[What you are asked to do]
Copy each line below holding "graph".

[Stored items from a collection]
[Start of Attachment]
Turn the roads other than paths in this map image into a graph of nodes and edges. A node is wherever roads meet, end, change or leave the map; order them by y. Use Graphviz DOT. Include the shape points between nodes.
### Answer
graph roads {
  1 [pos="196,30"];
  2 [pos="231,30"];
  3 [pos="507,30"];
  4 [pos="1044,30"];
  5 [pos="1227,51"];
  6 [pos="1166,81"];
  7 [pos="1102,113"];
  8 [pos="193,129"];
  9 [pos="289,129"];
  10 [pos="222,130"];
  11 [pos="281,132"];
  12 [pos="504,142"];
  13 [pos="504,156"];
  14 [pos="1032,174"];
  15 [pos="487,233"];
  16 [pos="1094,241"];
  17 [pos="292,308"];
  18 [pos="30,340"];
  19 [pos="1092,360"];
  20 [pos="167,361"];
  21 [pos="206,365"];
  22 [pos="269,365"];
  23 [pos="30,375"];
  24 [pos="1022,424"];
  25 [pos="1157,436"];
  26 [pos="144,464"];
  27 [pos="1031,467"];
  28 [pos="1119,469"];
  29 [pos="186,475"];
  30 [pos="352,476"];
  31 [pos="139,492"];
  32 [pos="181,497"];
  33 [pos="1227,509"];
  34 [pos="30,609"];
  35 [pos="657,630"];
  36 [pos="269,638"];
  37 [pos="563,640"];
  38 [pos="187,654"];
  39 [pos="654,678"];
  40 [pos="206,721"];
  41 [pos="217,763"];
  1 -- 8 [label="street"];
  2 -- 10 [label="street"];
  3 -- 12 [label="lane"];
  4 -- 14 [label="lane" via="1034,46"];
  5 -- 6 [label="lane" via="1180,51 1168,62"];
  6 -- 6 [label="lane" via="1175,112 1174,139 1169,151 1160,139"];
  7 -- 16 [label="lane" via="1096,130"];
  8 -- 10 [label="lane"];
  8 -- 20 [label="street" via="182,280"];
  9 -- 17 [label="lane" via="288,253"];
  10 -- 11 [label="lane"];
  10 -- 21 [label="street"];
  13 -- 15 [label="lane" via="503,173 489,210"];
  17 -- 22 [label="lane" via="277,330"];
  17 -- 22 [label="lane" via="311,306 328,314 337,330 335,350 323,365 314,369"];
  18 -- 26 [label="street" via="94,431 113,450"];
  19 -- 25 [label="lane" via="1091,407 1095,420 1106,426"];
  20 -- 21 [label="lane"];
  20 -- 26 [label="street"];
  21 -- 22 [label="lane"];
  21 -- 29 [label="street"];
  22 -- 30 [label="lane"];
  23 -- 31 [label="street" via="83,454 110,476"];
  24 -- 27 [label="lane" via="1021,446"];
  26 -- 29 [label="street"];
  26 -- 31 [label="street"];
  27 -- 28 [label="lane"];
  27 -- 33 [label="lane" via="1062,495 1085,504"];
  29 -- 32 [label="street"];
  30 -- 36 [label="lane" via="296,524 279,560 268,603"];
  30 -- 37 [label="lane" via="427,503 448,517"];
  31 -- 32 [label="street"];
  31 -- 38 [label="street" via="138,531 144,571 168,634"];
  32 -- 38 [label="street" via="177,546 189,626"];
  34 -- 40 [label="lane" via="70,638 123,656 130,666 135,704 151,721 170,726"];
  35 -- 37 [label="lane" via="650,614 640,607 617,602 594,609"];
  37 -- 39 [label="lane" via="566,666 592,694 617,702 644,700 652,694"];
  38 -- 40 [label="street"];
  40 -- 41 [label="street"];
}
[End of Attachment]
[Output for this exercise]
Turn the roads other than paths in this map image into a graph of nodes and edges. A node is wherever roads meet, end, change or leave the map; order them by y. Use Graphviz DOT. Include the shape points between nodes.
graph roads {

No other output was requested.